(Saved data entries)
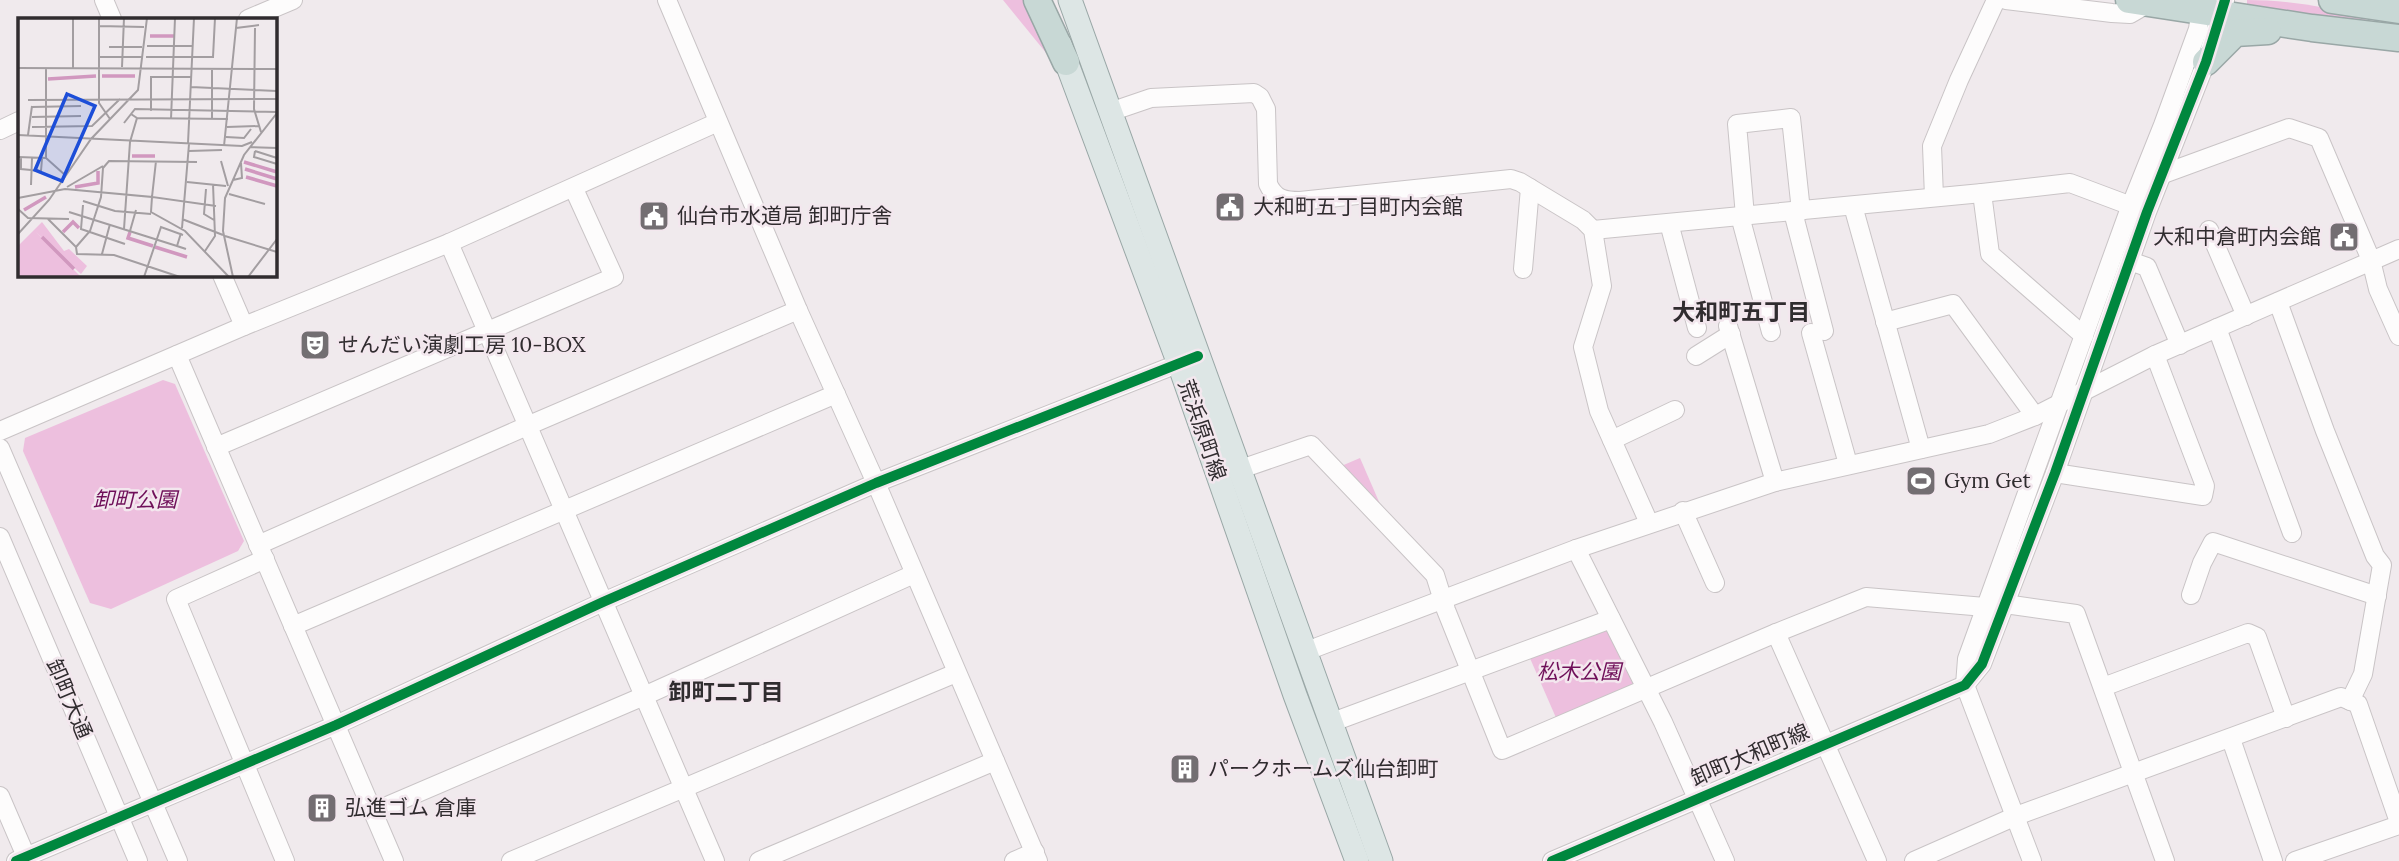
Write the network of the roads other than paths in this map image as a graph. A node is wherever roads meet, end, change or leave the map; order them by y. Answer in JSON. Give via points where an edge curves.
{"nodes":[{"id":1,"x":104,"y":0,"type":"edge"},
{"id":2,"x":293,"y":0,"type":"edge"},
{"id":3,"x":667,"y":0,"type":"edge"},
{"id":4,"x":1037,"y":0,"type":"edge"},
{"id":5,"x":1045,"y":0,"type":"edge"},
{"id":6,"x":1070,"y":0,"type":"edge"},
{"id":7,"x":1996,"y":0,"type":"edge"},
{"id":8,"x":2006,"y":0,"type":"edge"},
{"id":9,"x":2332,"y":0,"type":"edge"},
{"id":10,"x":2139,"y":1,"type":"edge"},
{"id":11,"x":2213,"y":6,"type":"edge"},
{"id":12,"x":2391,"y":7,"type":"edge"},
{"id":13,"x":112,"y":18,"type":"edge"},
{"id":14,"x":250,"y":18,"type":"edge"},
{"id":15,"x":2312,"y":28,"type":"junction"},
{"id":16,"x":2399,"y":38,"type":"edge"},
{"id":17,"x":1066,"y":62,"type":"junction"},
{"id":18,"x":2206,"y":62,"type":"junction"},
{"id":19,"x":1110,"y":112,"type":"junction"},
{"id":20,"x":18,"y":121,"type":"edge"},
{"id":21,"x":718,"y":122,"type":"junction"},
{"id":22,"x":0,"y":130,"type":"edge"},
{"id":23,"x":2161,"y":176,"type":"junction"},
{"id":24,"x":2141,"y":180,"type":"junction"},
{"id":25,"x":1531,"y":188,"type":"junction"},
{"id":26,"x":574,"y":189,"type":"junction"},
{"id":27,"x":1982,"y":193,"type":"junction"},
{"id":28,"x":1934,"y":197,"type":"junction"},
{"id":29,"x":1853,"y":205,"type":"junction"},
{"id":30,"x":2139,"y":209,"type":"junction"},
{"id":31,"x":1797,"y":211,"type":"junction"},
{"id":32,"x":1743,"y":216,"type":"junction"},
{"id":33,"x":1669,"y":223,"type":"junction"},
{"id":34,"x":1593,"y":230,"type":"junction"},
{"id":35,"x":2209,"y":230,"type":"dead end"},
{"id":36,"x":449,"y":243,"type":"junction"},
{"id":37,"x":2399,"y":248,"type":"edge"},
{"id":38,"x":2371,"y":260,"type":"junction"},
{"id":39,"x":2130,"y":261,"type":"junction"},
{"id":40,"x":1523,"y":269,"type":"dead end"},
{"id":41,"x":222,"y":276,"type":"edge"},
{"id":42,"x":2278,"y":302,"type":"junction"},
{"id":43,"x":798,"y":310,"type":"junction"},
{"id":44,"x":2246,"y":316,"type":"junction"},
{"id":45,"x":1885,"y":322,"type":"junction"},
{"id":46,"x":244,"y":326,"type":"junction"},
{"id":47,"x":1697,"y":328,"type":"dead end"},
{"id":48,"x":2217,"y":328,"type":"junction"},
{"id":49,"x":486,"y":331,"type":"junction"},
{"id":50,"x":1771,"y":332,"type":"dead end"},
{"id":51,"x":2084,"y":336,"type":"junction"},
{"id":52,"x":2399,"y":336,"type":"edge"},
{"id":53,"x":2180,"y":345,"type":"junction"},
{"id":54,"x":177,"y":355,"type":"junction"},
{"id":55,"x":1696,"y":355,"type":"dead end"},
{"id":56,"x":2155,"y":355,"type":"junction"},
{"id":57,"x":1188,"y":360,"type":"junction"},
{"id":58,"x":2083,"y":392,"type":"junction"},
{"id":59,"x":836,"y":394,"type":"junction"},
{"id":60,"x":2060,"y":404,"type":"junction"},
{"id":61,"x":1675,"y":410,"type":"dead end"},
{"id":62,"x":2035,"y":416,"type":"junction"},
{"id":63,"x":527,"y":426,"type":"junction"},
{"id":64,"x":0,"y":431,"type":"edge"},
{"id":65,"x":1612,"y":440,"type":"junction"},
{"id":66,"x":216,"y":447,"type":"junction"},
{"id":67,"x":0,"y":448,"type":"edge"},
{"id":68,"x":1921,"y":449,"type":"junction"},
{"id":69,"x":1848,"y":464,"type":"junction"},
{"id":70,"x":1238,"y":470,"type":"junction"},
{"id":71,"x":2055,"y":472,"type":"junction"},
{"id":72,"x":1774,"y":482,"type":"junction"},
{"id":73,"x":876,"y":483,"type":"junction"},
{"id":74,"x":564,"y":511,"type":"junction"},
{"id":75,"x":1683,"y":511,"type":"junction"},
{"id":76,"x":1649,"y":523,"type":"junction"},
{"id":77,"x":2292,"y":533,"type":"dead end"},
{"id":78,"x":0,"y":537,"type":"edge"},
{"id":79,"x":1576,"y":549,"type":"junction"},
{"id":80,"x":261,"y":552,"type":"junction"},
{"id":81,"x":914,"y":574,"type":"junction"},
{"id":82,"x":1715,"y":583,"type":"dead end"},
{"id":83,"x":2191,"y":595,"type":"dead end"},
{"id":84,"x":2377,"y":596,"type":"junction"},
{"id":85,"x":1443,"y":600,"type":"junction"},
{"id":86,"x":604,"y":602,"type":"junction"},
{"id":87,"x":2005,"y":604,"type":"junction"},
{"id":88,"x":1985,"y":607,"type":"junction"},
{"id":89,"x":1611,"y":619,"type":"junction"},
{"id":90,"x":293,"y":626,"type":"junction"},
{"id":91,"x":1776,"y":633,"type":"junction"},
{"id":92,"x":1304,"y":652,"type":"junction"},
{"id":93,"x":1470,"y":671,"type":"junction"},
{"id":94,"x":956,"y":673,"type":"junction"},
{"id":95,"x":1965,"y":685,"type":"junction"},
{"id":96,"x":2103,"y":687,"type":"junction"},
{"id":97,"x":1646,"y":688,"type":"junction"},
{"id":98,"x":644,"y":696,"type":"junction"},
{"id":99,"x":2350,"y":701,"type":"junction"},
{"id":100,"x":2286,"y":718,"type":"junction"},
{"id":101,"x":1330,"y":723,"type":"junction"},
{"id":102,"x":336,"y":725,"type":"junction"},
{"id":103,"x":2231,"y":739,"type":"junction"},
{"id":104,"x":1824,"y":744,"type":"junction"},
{"id":105,"x":995,"y":761,"type":"junction"},
{"id":106,"x":244,"y":764,"type":"junction"},
{"id":107,"x":2132,"y":773,"type":"junction"},
{"id":108,"x":684,"y":789,"type":"junction"},
{"id":109,"x":0,"y":796,"type":"edge"},
{"id":110,"x":1698,"y":799,"type":"junction"},
{"id":111,"x":153,"y":803,"type":"junction"},
{"id":112,"x":373,"y":812,"type":"junction"},
{"id":113,"x":2016,"y":816,"type":"junction"},
{"id":114,"x":119,"y":818,"type":"junction"},
{"id":115,"x":2399,"y":824,"type":"edge"},
{"id":116,"x":1036,"y":856,"type":"edge"},
{"id":117,"x":23,"y":860,"type":"edge"},
{"id":118,"x":1922,"y":860,"type":"edge"},
{"id":119,"x":138,"y":861,"type":"edge"},
{"id":120,"x":178,"y":861,"type":"edge"},
{"id":121,"x":285,"y":861,"type":"edge"},
{"id":122,"x":394,"y":861,"type":"edge"},
{"id":123,"x":511,"y":861,"type":"edge"},
{"id":124,"x":715,"y":861,"type":"edge"},
{"id":125,"x":759,"y":861,"type":"edge"},
{"id":126,"x":1014,"y":861,"type":"edge"},
{"id":127,"x":1357,"y":861,"type":"edge"},
{"id":128,"x":1381,"y":861,"type":"edge"},
{"id":129,"x":1552,"y":861,"type":"edge"},
{"id":130,"x":1725,"y":861,"type":"edge"},
{"id":131,"x":1877,"y":861,"type":"edge"},
{"id":132,"x":2032,"y":861,"type":"edge"},
{"id":133,"x":2165,"y":861,"type":"edge"},
{"id":134,"x":2273,"y":861,"type":"edge"},
{"id":135,"x":2295,"y":861,"type":"edge"}],
"edges":[{"from":1,"to":13,"type":"street"},
{"from":2,"to":14,"type":"street"},
{"from":3,"to":21,"type":"street"},
{"from":4,"to":17,"type":"highway"},
{"from":5,"to":17,"type":"main road","name":"荒浜原町線"},
{"from":6,"to":19,"type":"main road","name":"荒浜原町線"},
{"from":7,"to":28,"type":"street","via":[[1932,146]]},
{"from":8,"to":10,"type":"street","via":[[2130,14]]},
{"from":9,"to":12,"type":"highway"},
{"from":10,"to":11,"type":"highway"},
{"from":11,"to":15,"type":"highway"},
{"from":11,"to":18,"type":"street"},
{"from":11,"to":24,"type":"street","via":[[2198,29]]},
{"from":15,"to":16,"type":"highway"},
{"from":15,"to":18,"type":"highway","via":[[2235,33]]},
{"from":17,"to":57,"type":"main road","name":"荒浜原町線"},
{"from":18,"to":23,"type":"street"},
{"from":19,"to":25,"type":"street","via":[[1151,98],[1254,93],[1266,108],[1268,184],[1276,197],[1286,201],[1511,179]]},
{"from":19,"to":57,"type":"main road","name":"荒浜原町線"},
{"from":20,"to":22,"type":"street"},
{"from":21,"to":26,"type":"street"},
{"from":21,"to":43,"type":"street"},
{"from":23,"to":24,"type":"street"},
{"from":23,"to":30,"type":"street"},
{"from":23,"to":38,"type":"street","via":[[2289,128],[2319,138]]},
{"from":24,"to":30,"type":"street"},
{"from":25,"to":34,"type":"street"},
{"from":25,"to":40,"type":"street"},
{"from":26,"to":36,"type":"street"},
{"from":26,"to":49,"type":"street","via":[[614,277]]},
{"from":27,"to":28,"type":"street"},
{"from":27,"to":30,"type":"street","via":[[2070,183]]},
{"from":27,"to":51,"type":"street","via":[[1990,254]]},
{"from":28,"to":29,"type":"street"},
{"from":29,"to":31,"type":"street"},
{"from":29,"to":45,"type":"street"},
{"from":30,"to":39,"type":"street"},
{"from":30,"to":51,"type":"street"},
{"from":31,"to":32,"type":"street"},
{"from":31,"to":32,"type":"street","via":[[1791,118],[1737,124]]},
{"from":31,"to":69,"type":"street"},
{"from":32,"to":33,"type":"street"},
{"from":32,"to":50,"type":"street"},
{"from":33,"to":34,"type":"street"},
{"from":33,"to":47,"type":"street"},
{"from":34,"to":65,"type":"street","via":[[1602,286],[1583,347],[1599,411]]},
{"from":35,"to":44,"type":"street"},
{"from":36,"to":46,"type":"street"},
{"from":36,"to":49,"type":"street"},
{"from":37,"to":38,"type":"street"},
{"from":38,"to":42,"type":"street"},
{"from":38,"to":52,"type":"street"},
{"from":39,"to":53,"type":"street","via":[[2147,267]]},
{"from":39,"to":58,"type":"street"},
{"from":41,"to":46,"type":"street"},
{"from":42,"to":44,"type":"street"},
{"from":42,"to":84,"type":"street","via":[[2325,431],[2382,565]]},
{"from":43,"to":59,"type":"street"},
{"from":43,"to":63,"type":"street"},
{"from":44,"to":48,"type":"street"},
{"from":45,"to":62,"type":"street","via":[[1953,303]]},
{"from":45,"to":68,"type":"street"},
{"from":46,"to":54,"type":"street"},
{"from":48,"to":53,"type":"street"},
{"from":48,"to":77,"type":"street"},
{"from":49,"to":63,"type":"street"},
{"from":49,"to":66,"type":"street"},
{"from":51,"to":60,"type":"street"},
{"from":53,"to":56,"type":"street"},
{"from":54,"to":64,"type":"street"},
{"from":54,"to":66,"type":"street"},
{"from":55,"to":72,"type":"street","via":[[1729,330]]},
{"from":56,"to":58,"type":"street"},
{"from":56,"to":71,"type":"street","via":[[2205,486],[2203,496]]},
{"from":57,"to":70,"type":"main road","name":"荒浜原町線"},
{"from":57,"to":73,"type":"street"},
{"from":57,"to":127,"type":"main road","name":"荒浜原町線","via":[[1295,695]]},
{"from":58,"to":60,"type":"street"},
{"from":58,"to":71,"type":"street"},
{"from":59,"to":73,"type":"street"},
{"from":59,"to":74,"type":"street"},
{"from":60,"to":62,"type":"street"},
{"from":60,"to":88,"type":"street"},
{"from":61,"to":65,"type":"street"},
{"from":62,"to":68,"type":"street","via":[[1989,434]]},
{"from":63,"to":74,"type":"street"},
{"from":63,"to":80,"type":"street"},
{"from":65,"to":76,"type":"street"},
{"from":66,"to":80,"type":"street"},
{"from":67,"to":111,"type":"street"},
{"from":68,"to":69,"type":"street"},
{"from":69,"to":72,"type":"street"},
{"from":70,"to":85,"type":"street","via":[[1311,445],[1435,575]]},
{"from":70,"to":92,"type":"main road","name":"荒浜原町線"},
{"from":71,"to":87,"type":"street"},
{"from":72,"to":75,"type":"street"},
{"from":73,"to":81,"type":"street"},
{"from":73,"to":86,"type":"street"},
{"from":74,"to":86,"type":"street"},
{"from":74,"to":90,"type":"street"},
{"from":75,"to":76,"type":"street"},
{"from":75,"to":82,"type":"street"},
{"from":76,"to":79,"type":"street"},
{"from":78,"to":114,"type":"street","name":"卸町大通"},
{"from":79,"to":85,"type":"street"},
{"from":79,"to":89,"type":"street"},
{"from":80,"to":90,"type":"street"},
{"from":80,"to":106,"type":"street","via":[[176,599]]},
{"from":81,"to":94,"type":"street"},
{"from":81,"to":98,"type":"street"},
{"from":83,"to":84,"type":"street","via":[[2213,542]]},
{"from":84,"to":99,"type":"street","via":[[2363,674]]},
{"from":85,"to":92,"type":"street"},
{"from":85,"to":93,"type":"street"},
{"from":86,"to":98,"type":"street"},
{"from":86,"to":102,"type":"street"},
{"from":87,"to":95,"type":"street","via":[[1982,664]]},
{"from":87,"to":96,"type":"street","via":[[2076,614]]},
{"from":88,"to":91,"type":"street","via":[[1866,597]]},
{"from":88,"to":95,"type":"street","via":[[1967,659]]},
{"from":89,"to":93,"type":"street"},
{"from":89,"to":97,"type":"street"},
{"from":90,"to":102,"type":"street"},
{"from":91,"to":97,"type":"street"},
{"from":91,"to":104,"type":"street"},
{"from":92,"to":101,"type":"main road","name":"荒浜原町線"},
{"from":93,"to":97,"type":"street","via":[[1502,750]]},
{"from":93,"to":101,"type":"street"},
{"from":94,"to":105,"type":"street"},
{"from":94,"to":108,"type":"street"},
{"from":95,"to":104,"type":"street","name":"卸町大和町線"},
{"from":95,"to":113,"type":"street"},
{"from":96,"to":100,"type":"street","via":[[2248,633],[2257,637]]},
{"from":96,"to":107,"type":"street"},
{"from":97,"to":110,"type":"street"},
{"from":98,"to":108,"type":"street"},
{"from":98,"to":112,"type":"street"},
{"from":99,"to":100,"type":"street","via":[[2341,697]]},
{"from":99,"to":115,"type":"street","via":[[2358,704]]},
{"from":100,"to":103,"type":"street"},
{"from":101,"to":128,"type":"main road","name":"荒浜原町線"},
{"from":102,"to":106,"type":"street"},
{"from":102,"to":112,"type":"street"},
{"from":103,"to":107,"type":"street"},
{"from":103,"to":134,"type":"street"},
{"from":104,"to":110,"type":"street","name":"卸町大和町線"},
{"from":104,"to":131,"type":"street"},
{"from":105,"to":116,"type":"street"},
{"from":105,"to":125,"type":"street"},
{"from":106,"to":111,"type":"street"},
{"from":106,"to":121,"type":"street"},
{"from":107,"to":113,"type":"street"},
{"from":107,"to":133,"type":"street"},
{"from":108,"to":123,"type":"street"},
{"from":108,"to":124,"type":"street"},
{"from":109,"to":117,"type":"street"},
{"from":110,"to":129,"type":"street","name":"卸町大和町線"},
{"from":110,"to":130,"type":"street"},
{"from":111,"to":114,"type":"street"},
{"from":111,"to":120,"type":"street"},
{"from":112,"to":122,"type":"street"},
{"from":113,"to":118,"type":"street"},
{"from":113,"to":132,"type":"street"},
{"from":114,"to":117,"type":"street"},
{"from":114,"to":119,"type":"street","name":"卸町大通"},
{"from":115,"to":135,"type":"street"},
{"from":116,"to":126,"type":"street"}]}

- **TASK**:
The word "dead" appears in some lines of the data. Copy every one of those lines.

- **FINAL ANSWER**:
{"id":35,"x":2209,"y":230,"type":"dead end"},
{"id":40,"x":1523,"y":269,"type":"dead end"},
{"id":47,"x":1697,"y":328,"type":"dead end"},
{"id":50,"x":1771,"y":332,"type":"dead end"},
{"id":55,"x":1696,"y":355,"type":"dead end"},
{"id":61,"x":1675,"y":410,"type":"dead end"},
{"id":77,"x":2292,"y":533,"type":"dead end"},
{"id":82,"x":1715,"y":583,"type":"dead end"},
{"id":83,"x":2191,"y":595,"type":"dead end"},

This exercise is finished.